Everybody knows the famous all-pay auction, where the highest bidder wins the prize but everbody pays, or perhaps the highest M bidders all win M prizes. Political lobbying is the classic example. But many real-life situations do not involve bids, but rather involve cost functions for each player. Lobbying firm A may be able to generate some interest among politicians without exerting any effort at all, whereas lobbying firm B may have to expend significant resources to generate any interest.
Siegel models this as an “all-pay” contest. Bidders have complete information; everyone knows everyone else’s valuations and cost structures. There are N bidders and M identical prizes, and each bidder has a value from winning a prize of v(i). Each bidder’s strategy involves selecting a “score” s with a cost c(s) which may be different for different players, and which is not necessarily differentiable. There turns out to be a very nice Nash equilibrium in this game. Let the “reach” of a player be the s which represents the final time that v(i)-c(s) is positive; an assumption on the cost function ensures that bidding infinity is never optimal. Order the players by their reach. Let the reach of the M+1th player be the “threshold”. Let the “power” of a player be v(i)-c(s) when s is precisely the threshold; the M+1th player will have power of zero.
Solving for equilibrium strategies is very difficult, but they almost certainly will be mixed strategies. But we can solve for payoffs in equilibrium. The unique expected payoffs (not necessarily unique equilibrium, as different strategies may give the same expected payoffs) give every player the maximum of 0 and their power. With some (very minor) assumptions about the game, at least N-M players will win an object with zero probability; since they can guarantee no worse than zero payoff by simply not participating in the game (by bidding zero), this means that (at least) N-M players will [correction, 11/23/10: either not participate or participate and earn zero payoff in expectation.]

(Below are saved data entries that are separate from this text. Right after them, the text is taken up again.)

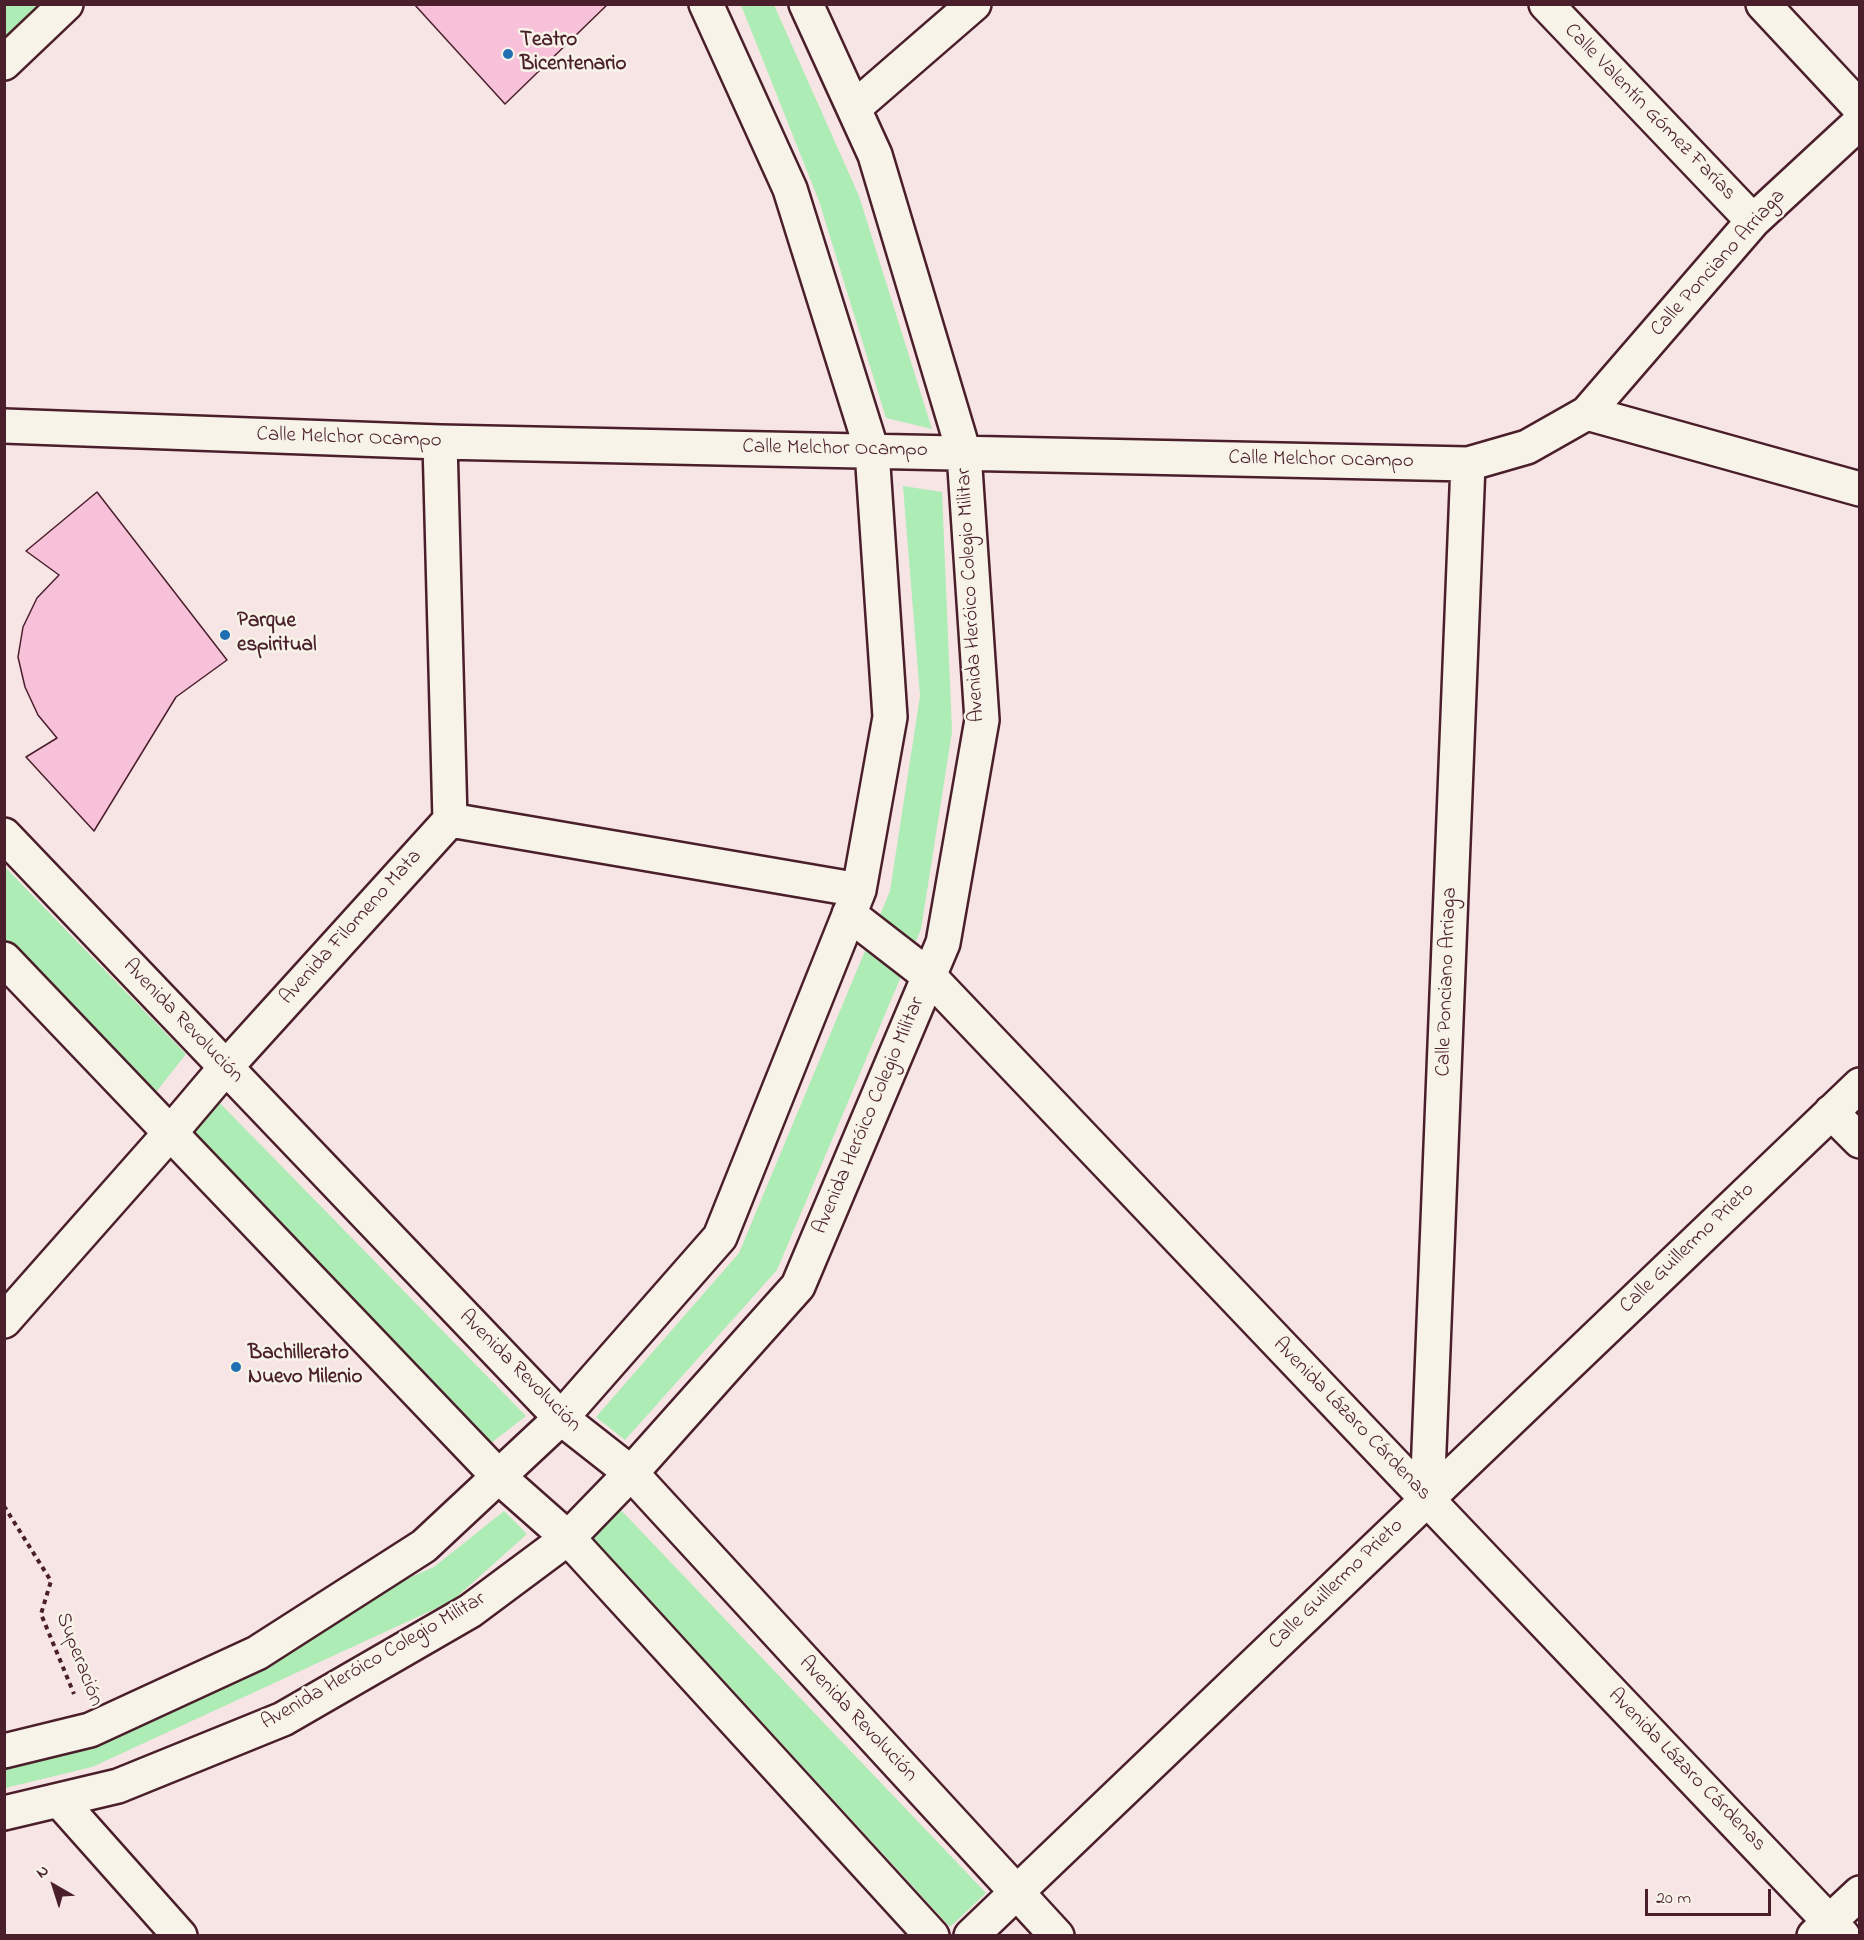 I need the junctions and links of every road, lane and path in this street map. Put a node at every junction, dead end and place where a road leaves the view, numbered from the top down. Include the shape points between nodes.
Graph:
1 (66, 4) edge
2 (706, 4) edge
3 (806, 4) edge
4 (974, 4) edge
5 (1546, 4) edge
6 (1763, 4) edge
7 (4, 63) edge
8 (854, 108) junction
9 (1860, 108) edge
10 (1860, 122) edge
11 (1753, 222) junction
12 (1587, 414) junction
13 (4, 426) edge
14 (440, 442) junction
15 (872, 451) junction
16 (964, 453) junction
17 (1468, 464) junction
18 (1860, 489) edge
19 (450, 820) junction
20 (4, 835) edge
21 (854, 902) junction
22 (4, 958) edge
23 (929, 976) junction
24 (226, 1067) junction
25 (1860, 1085) edge
26 (1831, 1112) junction
27 (171, 1132) junction
28 (1860, 1141) edge
29 (4, 1320) edge
30 (561, 1418) junction
31 (631, 1473) junction
32 (499, 1477) junction
33 (1427, 1500) junction
34 (4, 1506) edge
35 (568, 1538) junction
36 (90, 1730) junction
37 (4, 1751) edge
38 (59, 1800) junction
39 (4, 1813) edge
40 (1016, 1893) junction
41 (1860, 1893) edge
42 (1829, 1931) edge
43 (180, 1935) edge
44 (932, 1935) edge
45 (971, 1935) edge
46 (1057, 1935) edge

1 - 7 street
2 - 15 street via 790,189
3 - 8 street, Avenida Heróico Colegio Militar
4 - 8 street
5 - 11 street, Calle Valentín Gómez Farías
6 - 9 street
8 - 16 street, Avenida Heróico Colegio Militar via 875,155
10 - 11 street, Calle Ponciano Arriaga
11 - 12 street, Calle Ponciano Arriaga
12 - 17 street, Calle Melchor Ocampo via 1527,447
12 - 18 street
13 - 14 street, Calle Melchor Ocampo
14 - 15 street, Calle Melchor Ocampo
14 - 19 street
15 - 16 street, Calle Melchor Ocampo
15 - 21 street via 890,717
16 - 17 street, Calle Melchor Ocampo
16 - 23 street, Avenida Heróico Colegio Militar via 982,720 943,943
17 - 33 street, Calle Ponciano Arriaga
19 - 21 street
19 - 24 street, Avenida Filomeno Mata
20 - 24 street, Avenida Revolución
21 - 23 street, Avenida Lázaro Cárdenas
21 - 30 street via 720,1237
22 - 27 street
23 - 31 street, Avenida Heróico Colegio Militar via 798,1286
23 - 33 street, Avenida Lázaro Cárdenas
24 - 27 street, Avenida Filomeno Mata
24 - 30 street, Avenida Revolución
25 - 26 street, Calle Guillermo Prieto
26 - 28 street
26 - 33 street, Calle Guillermo Prieto
27 - 29 street, Avenida Filomeno Mata
27 - 32 street
30 - 31 street, Avenida Revolución
30 - 32 street
31 - 35 street, Avenida Heróico Colegio Militar
31 - 40 street, Avenida Revolución
32 - 35 street
32 - 36 street via 424,1546 257,1653
33 - 40 street, Calle Guillermo Prieto
33 - 42 street, Avenida Lázaro Cárdenas
34 - 36 path, Superación via 51,1581 41,1614
35 - 38 street, Avenida Heróico Colegio Militar via 470,1611 283,1719 118,1786
35 - 44 street
36 - 37 street
38 - 39 street, Avenida Heróico Colegio Militar
38 - 43 street
40 - 45 street, Calle Guillermo Prieto
40 - 46 street, Avenida Revolución
41 - 42 street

The proof is actually surprisingly straightforward mathematically: no crazy functional analysis is necessary. The only tricky bit is guaranteeing that an equilibrium exists at all, since as with most auction games, the payoff functions are discontinuous in the strategies. Siegel uses a nice application of a old result from Simon and Zane to guarantee existence. Essentially, Simon and Zane note that in many auctions, the only discontinuities we need to worry about occur when players bid the same amount (a “tie”). They then show that there exists some tie-breaking rule which, when this rule is added the game, equilibrium is guaranteed. Siegel uses this result, then shows ties occur with probability zero in the all-pay contest, meaning that for a measure-one set of games, the exact tie-breaking rule won’t matter, but it allows us to know an equilibrium exists.
The characterization of all-pay contest equilibrium is really useful in practice. For one, it shows that, no matter what the cost function of the bidders who lose, expected payoffs do not change. That is, a first-price auction, and a first-price auction where losers pay some fraction of their bids, will give precisely the same expected payoffs for all players; this is a weak form of revenue equivalence. Also, recruiting a “weak” additional bidder, meaning a bidder with reach lower than the threshold, will not increase seller revenue since that bidder will bid zero in equilibrium. This literature is still fairly wide-open: there is no Myerson-like result on “optimal contest design,” for instance. I was thinking a bit today about an extension where we let v(i) be a function of all player strategies; consider two fighter jet manufacturers who are lobbying a government to make a purchase. The advertising of the losing bidder may increase the value of winning for the winning bidder if it causes the government to make a larger purchase of jets. These types of “advertising contests” are pretty widespread, but as far as I know, there is no characterization of optimal design or of equilibrium in the literature.
One extension is finished, however: Ron mentioned in a seminar the other day that he has a similar result for games where costs and values are non-monotonic. An example is writing an economics paper: the initial effort is pleasurable, but the revising is costly. A minor modification of the 2009 paper is enough to guarantee existence of an equilibrium and to characterize payoffs.